En Algérie, depuis le mandat de Zetchi Kheïreddine à la tête de la Fédération algérienne de football (FAF), relayé par Amara Charaf -Eddine, puis par Djahid Zefizef, la présence de la VAR dans les stades est à l’ordre du jour. Elle demeure de plus en plus cruciale et d’actualité devant la situation qui prévaut sur les terrains, ce qui engendre souvent des violences dans les tribunes. L’arbitrage est accusé à tort ou à raison – là n’est pas la question – de fausser les résultats et surtout de gâcher le spectacle. Ce qui n’est pas le cas pour les matchs à l’étranger.
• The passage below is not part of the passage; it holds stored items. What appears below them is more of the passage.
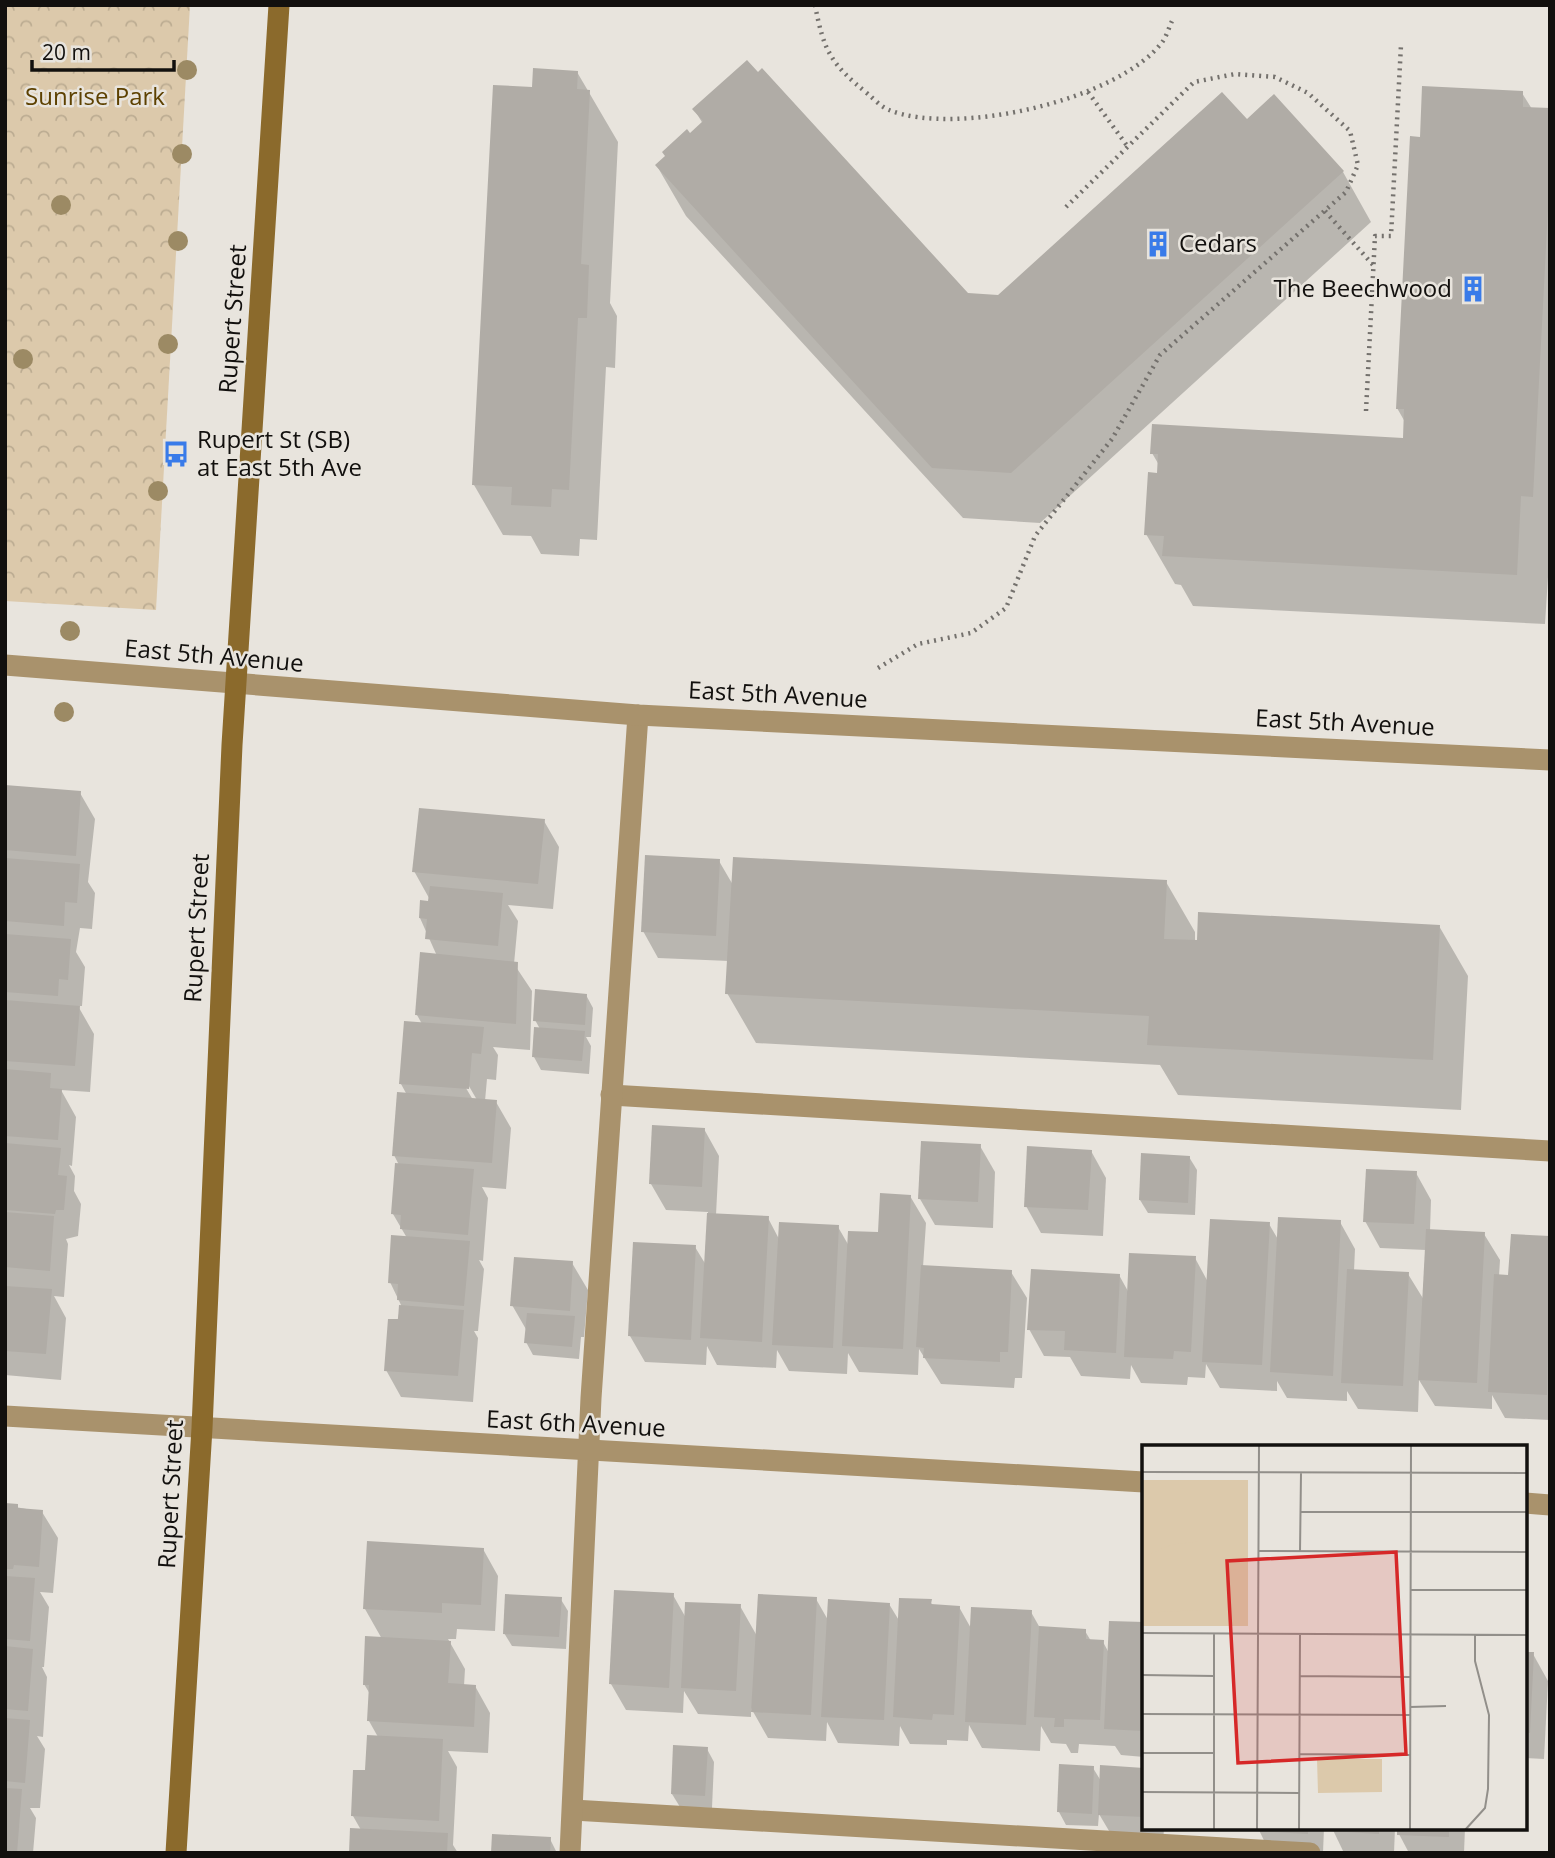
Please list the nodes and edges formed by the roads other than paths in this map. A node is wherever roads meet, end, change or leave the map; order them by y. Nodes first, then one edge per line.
1 (279, 5) edge
2 (5, 666) edge
3 (236, 685) junction
4 (638, 715) junction
5 (1550, 760) edge
6 (611, 1095) junction
7 (1550, 1151) edge
8 (5, 1416) edge
9 (202, 1428) junction
10 (590, 1451) junction
11 (1142, 1482) edge
12 (1527, 1503) edge
13 (1550, 1505) edge
14 (573, 1810) junction
15 (176, 1853) edge
16 (570, 1853) edge
17 (1310, 1853) edge

1 - 3 main road, Rupert Street
2 - 3 street, East 5th Avenue
3 - 4 street, East 5th Avenue
3 - 9 main road, Rupert Street
4 - 5 street, East 5th Avenue
4 - 6 street
6 - 7 street
6 - 10 street
8 - 9 street, East 6th Avenue
9 - 10 street, East 6th Avenue
9 - 15 main road, Rupert Street
10 - 11 street, East 6th Avenue
10 - 14 street
12 - 13 street
14 - 16 street
14 - 17 street

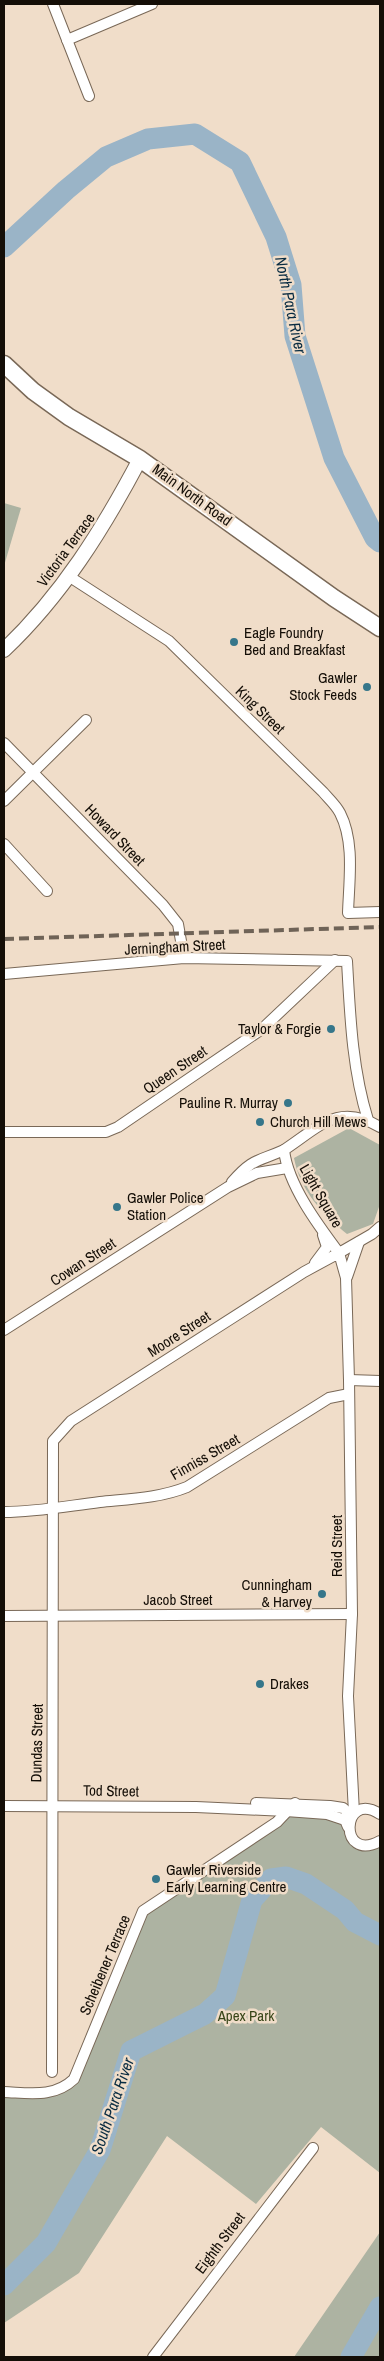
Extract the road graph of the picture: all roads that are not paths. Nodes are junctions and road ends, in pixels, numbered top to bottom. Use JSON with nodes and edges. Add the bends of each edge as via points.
{"nodes":[{"id":1,"x":52,"y":4,"type":"edge"},
{"id":2,"x":152,"y":4,"type":"edge"},
{"id":3,"x":67,"y":40,"type":"junction"},
{"id":4,"x":89,"y":96,"type":"dead end"},
{"id":5,"x":4,"y":364,"type":"edge"},
{"id":6,"x":140,"y":459,"type":"junction"},
{"id":7,"x":70,"y":577,"type":"junction"},
{"id":8,"x":380,"y":628,"type":"edge"},
{"id":9,"x":4,"y":650,"type":"edge"},
{"id":10,"x":86,"y":720,"type":"dead end"},
{"id":11,"x":4,"y":743,"type":"edge"},
{"id":12,"x":34,"y":773,"type":"junction"},
{"id":13,"x":4,"y":801,"type":"edge"},
{"id":14,"x":4,"y":844,"type":"edge"},
{"id":15,"x":47,"y":891,"type":"dead end"},
{"id":16,"x":380,"y":912,"type":"edge"},
{"id":17,"x":184,"y":958,"type":"junction"},
{"id":18,"x":335,"y":960,"type":"junction"},
{"id":19,"x":4,"y":974,"type":"edge"},
{"id":20,"x":368,"y":1120,"type":"junction"},
{"id":21,"x":380,"y":1127,"type":"edge"},
{"id":22,"x":4,"y":1132,"type":"edge"},
{"id":23,"x":284,"y":1150,"type":"junction"},
{"id":24,"x":287,"y":1168,"type":"junction"},
{"id":25,"x":228,"y":1187,"type":"junction"},
{"id":26,"x":380,"y":1227,"type":"edge"},
{"id":27,"x":321,"y":1229,"type":"junction"},
{"id":28,"x":359,"y":1242,"type":"junction"},
{"id":29,"x":339,"y":1253,"type":"junction"},
{"id":30,"x":304,"y":1272,"type":"junction"},
{"id":31,"x":346,"y":1278,"type":"junction"},
{"id":32,"x":4,"y":1330,"type":"edge"},
{"id":33,"x":349,"y":1380,"type":"junction"},
{"id":34,"x":380,"y":1381,"type":"edge"},
{"id":35,"x":349,"y":1394,"type":"junction"},
{"id":36,"x":71,"y":1421,"type":"joint"},
{"id":37,"x":53,"y":1509,"type":"junction"},
{"id":38,"x":4,"y":1512,"type":"edge"},
{"id":39,"x":352,"y":1614,"type":"junction"},
{"id":40,"x":4,"y":1616,"type":"edge"},
{"id":41,"x":54,"y":1616,"type":"junction"},
{"id":42,"x":295,"y":1803,"type":"junction"},
{"id":43,"x":52,"y":1805,"type":"junction"},
{"id":44,"x":4,"y":1806,"type":"edge"},
{"id":45,"x":218,"y":1808,"type":"junction"},
{"id":46,"x":286,"y":1811,"type":"junction"},
{"id":47,"x":380,"y":1814,"type":"edge"},
{"id":48,"x":353,"y":1815,"type":"junction"},
{"id":49,"x":348,"y":1827,"type":"junction"},
{"id":50,"x":380,"y":1841,"type":"edge"},
{"id":51,"x":52,"y":2072,"type":"dead end"},
{"id":52,"x":4,"y":2092,"type":"edge"},
{"id":53,"x":314,"y":2148,"type":"dead end"},
{"id":54,"x":153,"y":2357,"type":"edge"}],
"edges":[{"from":1,"to":3,"type":"street"},
{"from":2,"to":3,"type":"street"},
{"from":3,"to":4,"type":"street"},
{"from":5,"to":6,"type":"main road","name":"Main North Road","via":[[33,391],[69,417]]},
{"from":6,"to":7,"type":"street","name":"Victoria Terrace","via":[[109,517]]},
{"from":6,"to":8,"type":"main road","name":"Main North Road"},
{"from":7,"to":9,"type":"street","name":"Victoria Terrace"},
{"from":7,"to":16,"type":"street","name":"King Street","via":[[169,641],[323,792],[339,811],[346,826],[349,842],[348,914]]},
{"from":10,"to":12,"type":"street"},
{"from":11,"to":12,"type":"street","name":"Howard Street"},
{"from":12,"to":13,"type":"street"},
{"from":12,"to":17,"type":"street","name":"Howard Street","via":[[163,905],[178,924]]},
{"from":14,"to":15,"type":"street"},
{"from":17,"to":18,"type":"street","name":"Jerningham Street"},
{"from":17,"to":19,"type":"street","name":"Jerningham Street"},
{"from":18,"to":20,"type":"street","name":"Jerningham Street","via":[[348,961],[350,1012],[361,1099]]},
{"from":18,"to":22,"type":"street","name":"Queen Street","via":[[262,1029],[118,1126],[106,1132]]},
{"from":20,"to":21,"type":"street"},
{"from":20,"to":23,"type":"street","via":[[358,1116],[336,1116]]},
{"from":23,"to":24,"type":"street","name":"Light Square"},
{"from":23,"to":25,"type":"street","name":"Cowan Street","via":[[246,1167]]},
{"from":24,"to":25,"type":"street","name":"Cowan Street","via":[[257,1173]]},
{"from":24,"to":27,"type":"street","name":"Light Square"},
{"from":25,"to":32,"type":"street","name":"Cowan Street"},
{"from":26,"to":28,"type":"street"},
{"from":27,"to":29,"type":"street","name":"Light Square"},
{"from":27,"to":30,"type":"street","name":"Moore Street","via":[[326,1247],[320,1260]]},
{"from":28,"to":29,"type":"street"},
{"from":28,"to":31,"type":"street","name":"Reid Street"},
{"from":29,"to":30,"type":"street","name":"Moore Street"},
{"from":29,"to":31,"type":"street","name":"Reid Street"},
{"from":30,"to":36,"type":"street","name":"Moore Street"},
{"from":31,"to":33,"type":"street","name":"Reid Street"},
{"from":33,"to":34,"type":"street"},
{"from":33,"to":35,"type":"street","name":"Reid Street"},
{"from":35,"to":37,"type":"street","name":"Finniss Street","via":[[330,1398],[188,1487],[170,1494]]},
{"from":35,"to":39,"type":"street","name":"Reid Street"},
{"from":36,"to":37,"type":"street","name":"Dundas Street","via":[[53,1441]]},
{"from":37,"to":38,"type":"street","name":"Finniss Street"},
{"from":37,"to":41,"type":"street","name":"Dundas Street"},
{"from":39,"to":41,"type":"street","name":"Jacob Street"},
{"from":39,"to":48,"type":"street","name":"Reid Street","via":[[348,1696]]},
{"from":40,"to":41,"type":"street","name":"Jacob Street"},
{"from":41,"to":43,"type":"street","name":"Dundas Street"},
{"from":42,"to":45,"type":"street","name":"Tod Street","via":[[250,1803]]},
{"from":42,"to":46,"type":"street","name":"Scheibener Terrace"},
{"from":42,"to":48,"type":"street","name":"Tod Street","via":[[343,1808]]},
{"from":43,"to":44,"type":"street","name":"Tod Street"},
{"from":43,"to":45,"type":"street","name":"Tod Street"},
{"from":43,"to":51,"type":"street","name":"Dundas Street"},
{"from":45,"to":46,"type":"street","name":"Tod Street"},
{"from":46,"to":49,"type":"street","name":"Tod Street","via":[[327,1814],[344,1820]]},
{"from":46,"to":52,"type":"street","name":"Scheibener Terrace","via":[[277,1822],[144,1912],[74,2079],[51,2094]]},
{"from":47,"to":48,"type":"street","via":[[368,1808]]},
{"from":48,"to":49,"type":"street"},
{"from":49,"to":50,"type":"street","name":"Tod Street","via":[[351,1837],[360,1844],[367,1846]]},
{"from":53,"to":54,"type":"street","name":"Eighth Street"}]}
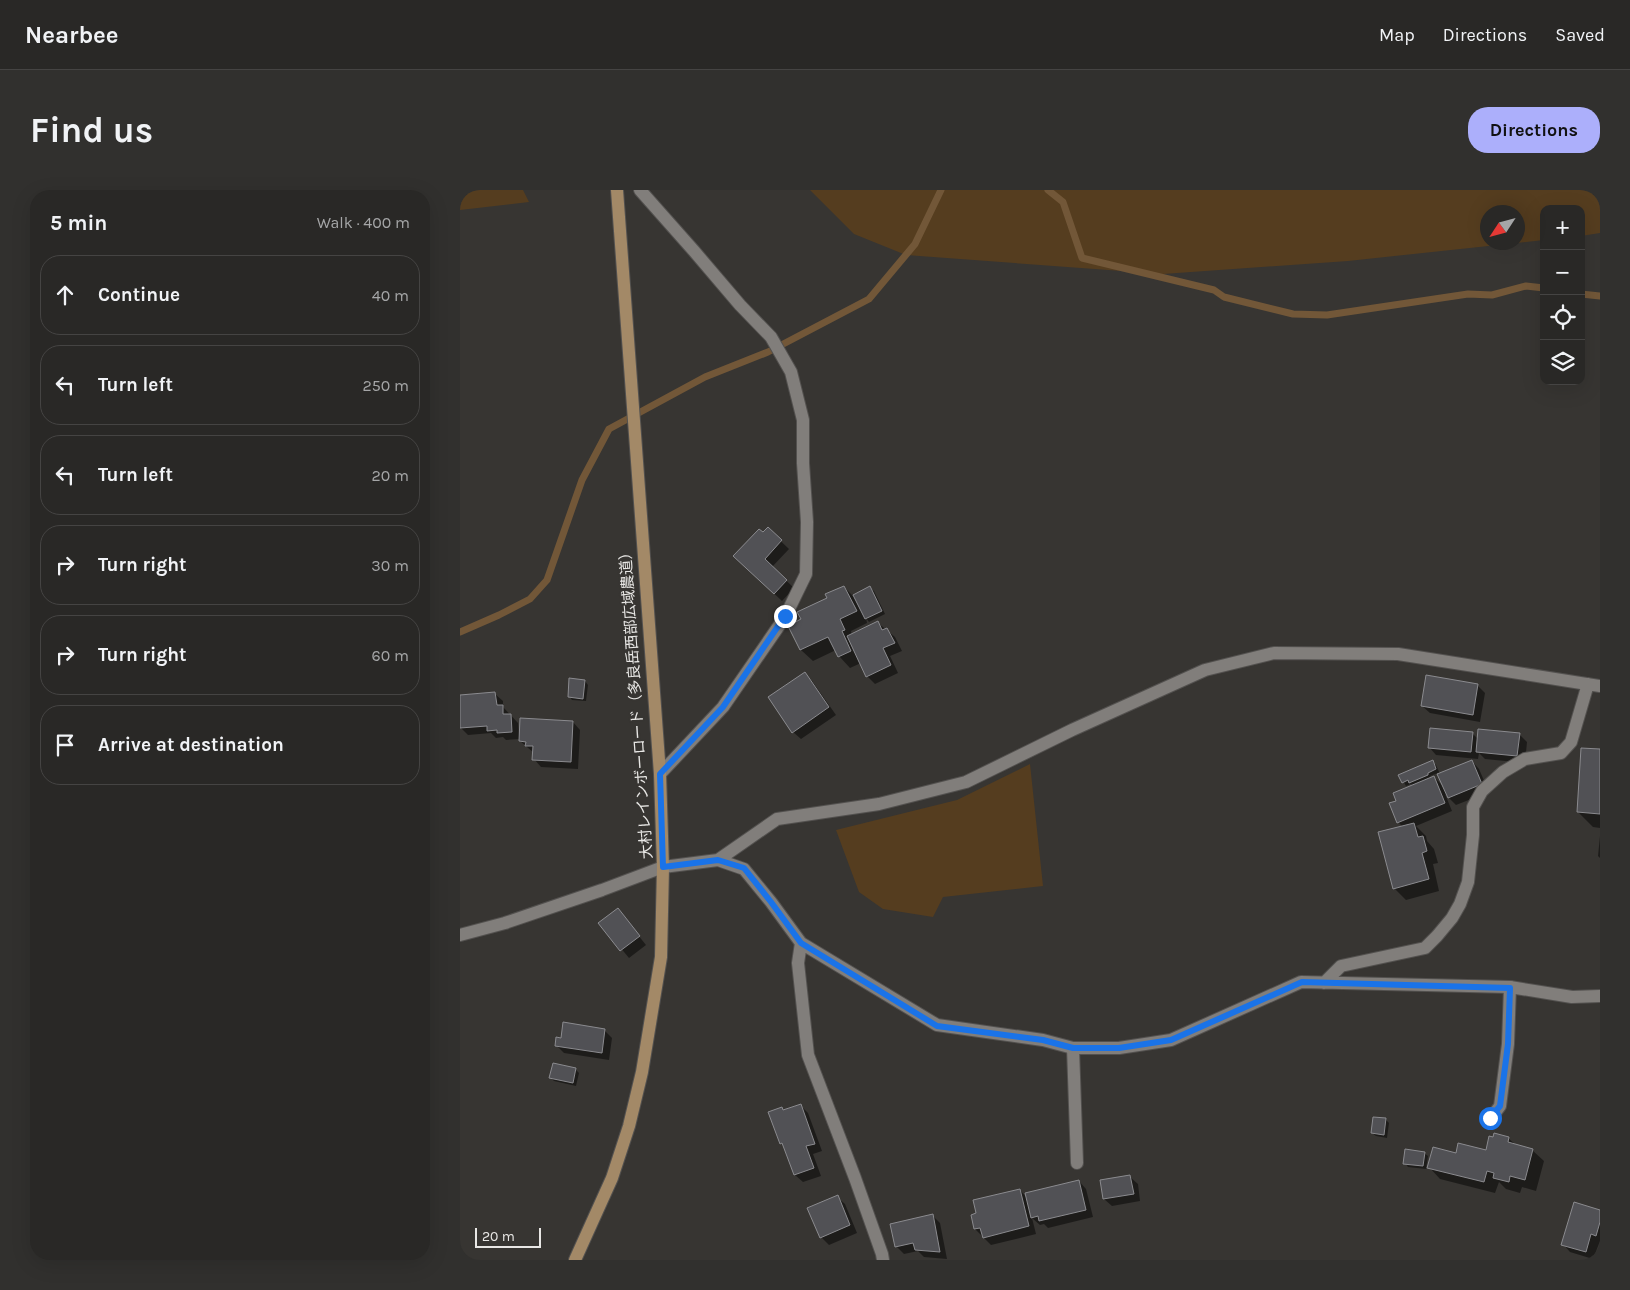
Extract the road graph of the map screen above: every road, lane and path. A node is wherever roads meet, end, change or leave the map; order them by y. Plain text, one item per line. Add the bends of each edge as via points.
1 (617, 190) edge
2 (640, 190) edge
3 (1594, 685) edge
4 (660, 774) junction
5 (718, 860) junction
6 (663, 867) junction
7 (460, 935) edge
8 (801, 943) junction
9 (1324, 983) junction
10 (1510, 988) junction
11 (1600, 996) edge
12 (1073, 1048) junction
13 (1490, 1118) dead end
14 (1078, 1162) dead end
15 (575, 1260) edge
16 (883, 1260) edge

1 - 4 street, 大村レインボーロード（多良岳西部広域農道）
2 - 4 street via 771,337 791,372 803,420 807,522 806,574 785,616 723,707
3 - 5 street via 1398,654 1274,653 1205,670 966,782 879,804 778,819
3 - 9 street via 1571,742 1561,753 1525,760 1503,772 1482,791 1473,807 1468,882 1452,918 1437,936 1425,948 1341,966
4 - 6 street, 大村レインボーロード（多良岳西部広域農道）
5 - 6 street
5 - 8 street via 744,868
6 - 7 street via 505,923
6 - 15 street, 大村レインボーロード（多良岳西部広域農道） via 661,957 642,1072 612,1178
8 - 12 street via 937,1026 1043,1040
8 - 16 street via 798,963 808,1055
9 - 10 street
9 - 12 street via 1302,982 1171,1040 1119,1048
10 - 11 street via 1572,997
10 - 13 street via 1508,1044 1500,1106
12 - 14 street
Les décisions du VAR sont sans recours possible (sur la pelouse) et, le public n’a aucune revendication. C’est net, c’est clair, c’est propre. Cette nouvelle technologie a apporté de la sérénité dans les rapports entre les différents acteurs. Elle permet particulièrement à l’arbitre d’éviter d’être la « proie » de quelques médiamensonges et de leurs sous-traitants. Seulement, la VAR a un prix. Il n’est pas donné à n’importe quel pays de l’acquérir, notamment en Afrique. Mais, l’Algérie équipée d’une exceptionnelle infrastructure sportive ne peut pas s’en priver.

Seulement voilà ! Il ne s’agit pas d’avoir la VAR pour faire partie des nations du football moderne, sur- tout quand on n’est pas en mesure d’empêcher nos pelouses de devenir des champs de patates. Il y a la maîtrise de cet outil de travail qui est lié à une formation de base dans plusieurs domaines. Et pour cela, il serait temps de s’y préparer, non pas, par des effets d’annonce, mais par un suivi permanent. Il est plus que nécessaire d’y associer le ministère de la Jeunesse et des Sports. Ainsi, l’arbitrage algérien ne sera qu’efficace.